"It's not enough to do research from a distance. It's by living beside animals that you learn their behavior and psychology." (1.18)
This is Jan's research philosophy. By replacing the word "animals" with "humans," you get Antonina's philosophy in observing the people who stay with them over the course of the war. If only she were roommates with Hitler, maybe she would have understood him, too. Or maybe not.
Antonina loved to slip out of her human skin for a while and spy on the world through each animal's eyes, and she often wrote from that outlook, in which she intuited their concerns and know-how, including what they might be seeing, feeling, fearing, sensing, remembering. (1.21)
Early on in the book, it feels like Antonina has extraordinary compassion for animals, as a zookeeper should. But later on, we start to wonder if Antonina actually feels she can communicate with animals telepathically. What do you think, is she compassionate or crazy? Maybe that kind of telepathic communication is real?
Antonina felt convinced that people needed to connect more with their animal nature, but also that animals "long for human company, reach out for human attention," with a yearning that's somehow reciprocal. (2.14)
During the war, Antonina finds a way to combine her love for animals with her keen observation of human psychology. By doing this, she is able to communicate effectively with almost anyone—and to help many people along the way.
"At least humans can pack their essentials, keep moving, keep improvising. […] The zoo animals are in a much worse situation than we are," she lamented, "because they're totally dependent on us." (4.31)
Antonina still feels for the animals, even during the violence of war. Nevertheless, she never puts their safety above the safety of humans.
"I don't understand all the fuss. If any creature is in danger, you save it, human or animal." (13.7)
Don't forget plants. Antonina is also upset when the Germans eradicate many plants in the zoo. We think she's basically anti-destruction, in general. Not a bad position to take, if you ask us.
"I had a moral indebtedness to the Jews," Jan once told a reporter. (13.2)
Jan explains that his compassion for the Jews is partly the result of going to a Jewish school. We'd have thought "being a decent person" would be explanation enough. Does this mean that if Jan didn't go to a mostly Jewish school, he wouldn't care for them at all? Probably not, but it does show that even otherwise good people at the time were biased against the Jews living with them. The Holocaust didn't happen in a vacuum.
"What a horrible pity," his wife lamented. "I love roses so much!" (15.11)
Speaking of plants, some people, like this official's wife, seem to care about plants more than about humans or animals. Dead elephants? Who cares. The Holocaust? So what? But don't you touch those roses.
A toddler again after so many years, [Antonina] felt cosseted by Magdalena and the others, who allowed her to be a sick little girl, fussed over by family, but she also scolded herself and "felt so embarrassed and useless." (27.2)
Like many caretakers, Antonina loves taking care of other people, but she herself hates being taken care of.
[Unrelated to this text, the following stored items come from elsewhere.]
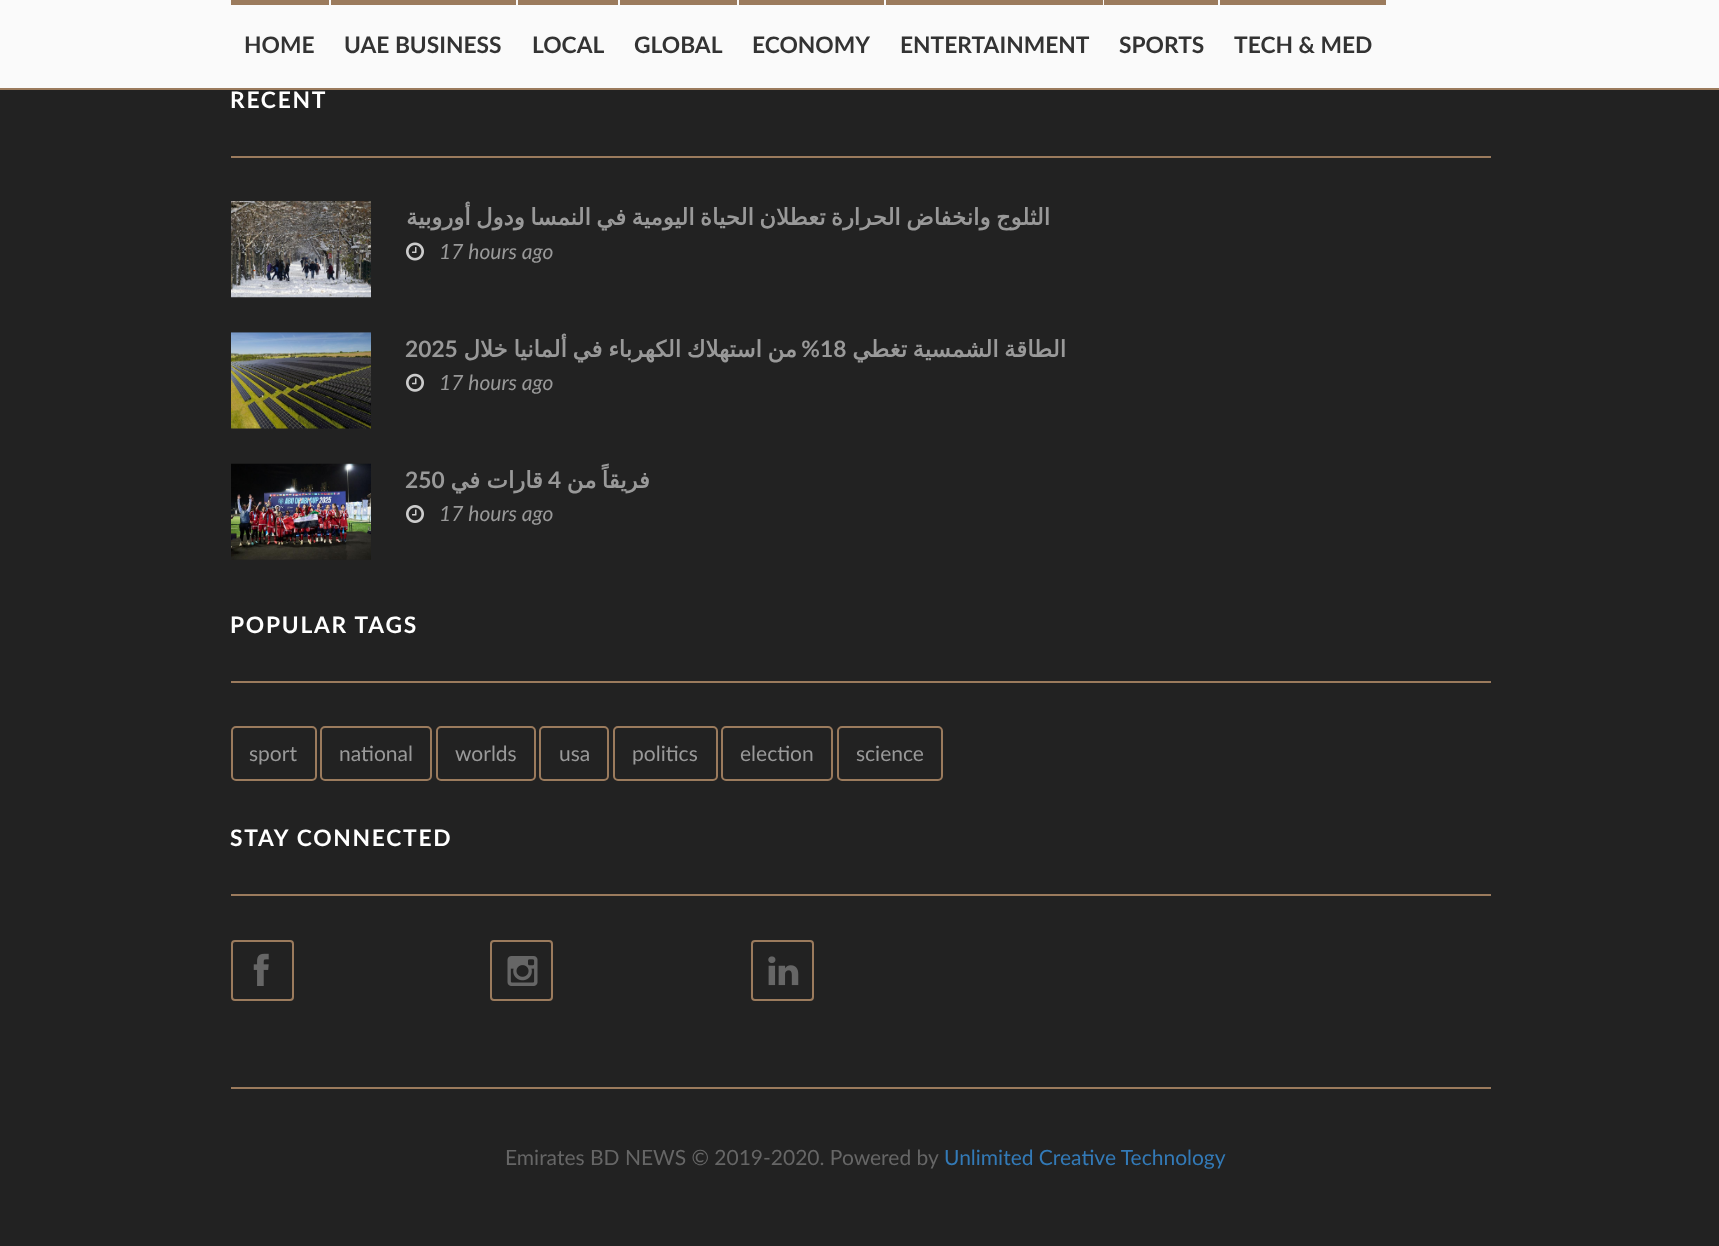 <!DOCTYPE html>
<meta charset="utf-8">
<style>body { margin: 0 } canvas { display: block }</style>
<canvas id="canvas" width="1719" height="1246"></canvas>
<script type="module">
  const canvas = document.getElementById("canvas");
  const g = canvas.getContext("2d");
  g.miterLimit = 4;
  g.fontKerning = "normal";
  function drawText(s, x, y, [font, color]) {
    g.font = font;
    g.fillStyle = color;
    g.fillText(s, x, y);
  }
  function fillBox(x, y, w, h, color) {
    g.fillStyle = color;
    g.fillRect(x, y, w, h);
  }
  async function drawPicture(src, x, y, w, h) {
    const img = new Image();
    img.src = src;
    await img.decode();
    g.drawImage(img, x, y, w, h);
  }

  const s1 = ["bold 22.75px Lato", "#333333"];
  const s2 = ["bold 22.75px Lato", "#FFFFFF"];
  const s3 = ["bold 22.75px DejaVu Sans", "#999999"];
  const s4 = ["italic 21px Lato", "#999999"];
  const s5 = ["bold 22.75px Lato", "#999999"];
  const s6 = ["21px Lato", "#999999"];
  const s7 = ["21px Lato", "#666666"];
  const s8 = ["21px Lato", "#337AB7"];

  fillBox(0, 0, 1719, 1246, "#222222");
  fillBox(0, 0, 1719, 88, "#FAFAFA");
  fillBox(0, 88, 1719, 2, "#9B7B5D");
  fillBox(231, 0, 98, 5, "#9B7B5D");
  drawText("HOME", 244, 53, s1);
  fillBox(331, 0, 185, 5, "#9B7B5D");
  drawText("UAE BUSINESS", 344, 53, s1);
  fillBox(518, 0, 100, 5, "#9B7B5D");
  drawText("LOCAL", 532, 53, s1);
  fillBox(620, 0, 117, 5, "#9B7B5D");
  drawText("GLOBAL", 634, 53, s1);
  fillBox(739, 0, 145, 5, "#9B7B5D");
  drawText("ECONOMY", 752, 53, s1);
  fillBox(886, 0, 217, 5, "#9B7B5D");
  drawText("ENTERTAINMENT", 900, 53, s1);
  fillBox(1104, 0, 114, 5, "#9B7B5D");
  drawText("SPORTS", 1119, 53, s1);
  fillBox(1220, 0, 166, 5, "#9B7B5D");
  drawText("TECH & MED", 1234, 53, s1);
  fillBox(231, 156, 1260, 2, "#9B7B5D");
  g.letterSpacing = "1.75px";
  drawText("RECENT", 230, 108, s2);
  await drawPicture("pic1.png", 231, 201, 140, 97);
  g.letterSpacing = "0px";
  g.wordSpacing = "-1.75px";
  g.direction = "rtl";
  drawText("الثلوج وانخفاض الحرارة تعطلان الحياة اليومية في النمسا ودول أوروبية", 1050, 225, s3);
  await drawPicture("pic2.png", 406, 242, 18, 19);
  g.wordSpacing = "0px";
  g.direction = "ltr";
  drawText("17 hours ago", 439, 259, s4);
  await drawPicture("pic3.png", 231, 332, 140, 97);
  drawText("2025", 405, 357, s5);
  g.wordSpacing = "-1.5px";
  g.direction = "rtl";
  drawText("من استهلاك الكهرباء في ألمانيا خلال", 797, 357, s3);
  g.wordSpacing = "0px";
  drawText("%", 820, 357, s5);
  g.direction = "ltr";
  drawText("18", 820, 357, s5);
  g.wordSpacing = "-1.75px";
  g.direction = "rtl";
  drawText("الطاقة الشمسية تغطي", 1066, 357, s3);
  await drawPicture("pic4.png", 406, 373, 18, 19);
  g.wordSpacing = "0px";
  g.direction = "ltr";
  drawText("17 hours ago", 439, 390, s4);
  await drawPicture("pic5.png", 231, 463, 140, 97);
  drawText("250", 405, 488, s5);
  g.wordSpacing = "-1px";
  g.direction = "rtl";
  drawText("قارات في", 543, 488, s3);
  g.wordSpacing = "0px";
  g.direction = "ltr";
  drawText("4", 548, 488, s5);
  g.wordSpacing = "-1.75px";
  g.direction = "rtl";
  drawText("فريقاً من", 650, 488, s3);
  await drawPicture("pic6.png", 406, 505, 18, 18);
  g.wordSpacing = "0px";
  g.direction = "ltr";
  drawText("17 hours ago", 439, 521, s4);
  fillBox(231, 681, 1260, 2, "#9B7B5D");
  g.letterSpacing = "1.75px";
  drawText("POPULAR TAGS", 230, 633, s2);
  g.beginPath();
  g.roundRect(232, 727, 84, 53, 4);
  g.strokeStyle = "#9B7B5D";
  g.lineWidth = 2;
  g.stroke();
  g.letterSpacing = "0px";
  drawText("sport", 249, 761, s6);
  g.beginPath();
  g.roundRect(321, 727, 110, 53, 4);
  g.stroke();
  drawText("national", 339, 761, s6);
  g.beginPath();
  g.roundRect(437, 727, 98, 53, 4);
  g.stroke();
  drawText("worlds", 455, 761, s6);
  g.beginPath();
  g.roundRect(540, 727, 68, 53, 4);
  g.stroke();
  drawText("usa", 559, 761, s6);
  g.beginPath();
  g.roundRect(614, 727, 103, 53, 4);
  g.stroke();
  drawText("politics", 632, 761, s6);
  g.beginPath();
  g.roundRect(722, 727, 110, 53, 4);
  g.stroke();
  drawText("election", 740, 761, s6);
  g.beginPath();
  g.roundRect(838, 727, 104, 53, 4);
  g.stroke();
  drawText("science", 856, 761, s6);
  fillBox(231, 894, 1260, 2, "#9B7B5D");
  g.letterSpacing = "1.75px";
  drawText("STAY CONNECTED", 230, 846, s2);
  g.beginPath();
  g.roundRect(232, 941, 61, 59, 3);
  g.stroke();
  await drawPicture("pic7.png", 253, 953, 16, 33);
  g.beginPath();
  g.roundRect(491, 941, 61, 59, 3);
  g.stroke();
  await drawPicture("pic8.png", 507, 956, 31, 30);
  g.beginPath();
  g.roundRect(752, 941, 61, 59, 3);
  g.stroke();
  await drawPicture("pic9.png", 768, 956, 31, 30);
  fillBox(231, 1087, 1260, 2, "#9B7B5D");
  g.letterSpacing = "0px";
  drawText("Emirates BD NEWS © 2019-2020. Powered by", 505, 1165, s7);
  drawText("Unlimited Creative Technology", 944, 1165, s8);
</script>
Over the next few days, Mrs. Kokot provided bread and butter, and brought a small wooden bathtub for Teresa and hot water. (32.17)
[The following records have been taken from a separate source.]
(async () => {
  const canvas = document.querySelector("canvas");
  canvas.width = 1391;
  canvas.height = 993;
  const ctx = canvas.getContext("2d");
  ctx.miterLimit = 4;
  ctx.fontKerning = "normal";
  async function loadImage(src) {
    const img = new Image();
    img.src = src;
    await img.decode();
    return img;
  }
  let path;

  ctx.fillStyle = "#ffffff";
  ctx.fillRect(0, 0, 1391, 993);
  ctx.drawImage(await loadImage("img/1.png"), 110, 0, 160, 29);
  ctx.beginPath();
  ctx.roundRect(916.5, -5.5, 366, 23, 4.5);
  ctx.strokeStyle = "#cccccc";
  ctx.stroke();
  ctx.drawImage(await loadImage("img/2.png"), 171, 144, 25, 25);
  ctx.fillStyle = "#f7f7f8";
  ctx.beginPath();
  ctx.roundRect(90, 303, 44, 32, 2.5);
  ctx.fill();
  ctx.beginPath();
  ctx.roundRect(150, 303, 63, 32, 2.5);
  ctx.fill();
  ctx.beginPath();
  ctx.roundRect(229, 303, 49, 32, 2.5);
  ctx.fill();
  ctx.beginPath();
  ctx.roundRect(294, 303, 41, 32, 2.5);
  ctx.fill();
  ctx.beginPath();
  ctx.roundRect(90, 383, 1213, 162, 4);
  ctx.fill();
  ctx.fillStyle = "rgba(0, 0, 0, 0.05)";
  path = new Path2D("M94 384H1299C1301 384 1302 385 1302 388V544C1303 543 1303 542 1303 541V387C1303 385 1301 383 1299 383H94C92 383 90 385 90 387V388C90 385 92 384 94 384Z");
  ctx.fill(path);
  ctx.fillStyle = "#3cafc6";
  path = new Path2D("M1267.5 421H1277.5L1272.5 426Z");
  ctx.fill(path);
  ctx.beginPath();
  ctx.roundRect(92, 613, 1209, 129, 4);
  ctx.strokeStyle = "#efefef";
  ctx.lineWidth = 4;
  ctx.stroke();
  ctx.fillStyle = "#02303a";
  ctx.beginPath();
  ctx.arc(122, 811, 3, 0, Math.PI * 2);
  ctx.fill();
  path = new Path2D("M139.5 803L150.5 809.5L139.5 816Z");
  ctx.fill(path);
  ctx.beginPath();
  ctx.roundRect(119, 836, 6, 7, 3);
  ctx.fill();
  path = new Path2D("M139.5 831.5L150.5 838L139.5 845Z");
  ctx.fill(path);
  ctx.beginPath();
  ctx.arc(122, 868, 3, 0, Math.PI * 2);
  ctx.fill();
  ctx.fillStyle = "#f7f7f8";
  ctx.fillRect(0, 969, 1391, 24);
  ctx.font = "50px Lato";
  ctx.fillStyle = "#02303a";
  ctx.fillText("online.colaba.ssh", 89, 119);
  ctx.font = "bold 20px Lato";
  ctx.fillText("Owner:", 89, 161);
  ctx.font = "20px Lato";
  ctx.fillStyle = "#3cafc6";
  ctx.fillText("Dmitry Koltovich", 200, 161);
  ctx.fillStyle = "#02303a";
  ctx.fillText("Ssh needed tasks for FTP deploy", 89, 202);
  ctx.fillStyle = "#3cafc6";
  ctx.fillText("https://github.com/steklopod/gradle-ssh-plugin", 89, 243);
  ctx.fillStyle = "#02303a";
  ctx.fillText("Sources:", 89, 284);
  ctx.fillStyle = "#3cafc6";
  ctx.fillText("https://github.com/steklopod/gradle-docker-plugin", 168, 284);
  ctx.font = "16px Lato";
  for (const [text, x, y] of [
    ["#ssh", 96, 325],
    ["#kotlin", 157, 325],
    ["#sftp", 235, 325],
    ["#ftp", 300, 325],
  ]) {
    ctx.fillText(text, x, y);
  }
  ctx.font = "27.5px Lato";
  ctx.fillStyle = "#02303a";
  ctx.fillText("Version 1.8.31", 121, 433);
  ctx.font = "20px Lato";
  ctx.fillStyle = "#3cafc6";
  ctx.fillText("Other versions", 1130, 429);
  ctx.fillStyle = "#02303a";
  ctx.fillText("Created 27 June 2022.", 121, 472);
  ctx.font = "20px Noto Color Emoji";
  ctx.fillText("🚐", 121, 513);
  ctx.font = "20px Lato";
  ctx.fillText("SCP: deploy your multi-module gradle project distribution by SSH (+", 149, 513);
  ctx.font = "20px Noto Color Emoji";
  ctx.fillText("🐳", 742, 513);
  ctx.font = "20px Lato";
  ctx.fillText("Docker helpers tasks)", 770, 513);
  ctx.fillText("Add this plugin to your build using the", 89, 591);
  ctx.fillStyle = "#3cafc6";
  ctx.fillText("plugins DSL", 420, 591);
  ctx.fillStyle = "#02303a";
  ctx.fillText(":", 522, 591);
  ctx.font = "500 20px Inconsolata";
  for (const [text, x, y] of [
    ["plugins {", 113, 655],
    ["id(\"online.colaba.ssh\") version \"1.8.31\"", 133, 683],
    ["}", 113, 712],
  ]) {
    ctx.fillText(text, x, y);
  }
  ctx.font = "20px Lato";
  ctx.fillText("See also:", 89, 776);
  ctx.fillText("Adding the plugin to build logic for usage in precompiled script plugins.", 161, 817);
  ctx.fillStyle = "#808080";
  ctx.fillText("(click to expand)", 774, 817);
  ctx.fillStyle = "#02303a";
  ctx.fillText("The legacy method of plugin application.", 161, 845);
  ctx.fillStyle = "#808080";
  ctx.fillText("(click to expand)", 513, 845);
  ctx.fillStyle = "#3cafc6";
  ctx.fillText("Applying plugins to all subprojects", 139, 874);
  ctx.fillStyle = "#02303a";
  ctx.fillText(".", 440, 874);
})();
Without the presence of kindly old ladies—and not-so-old ladies like Antonina—the world would be a much more horrible place. That's one lesson we've totally learned from The Zookeeper's Wife.
It's a chimera I think Antonina would have identified with: a defender half woman, half animal. On both sides of the pillar, a bearded god spills water from his mouth, and it's easy to picture Antonina setting down her basket, angling a jug under a spout, and waiting as life gurgled up from the earth. (36.17)
The book ends with the author attempting to identify with Antonina. Do you agree with what she thinks, that Antonina would identify with this statue? Why or why not?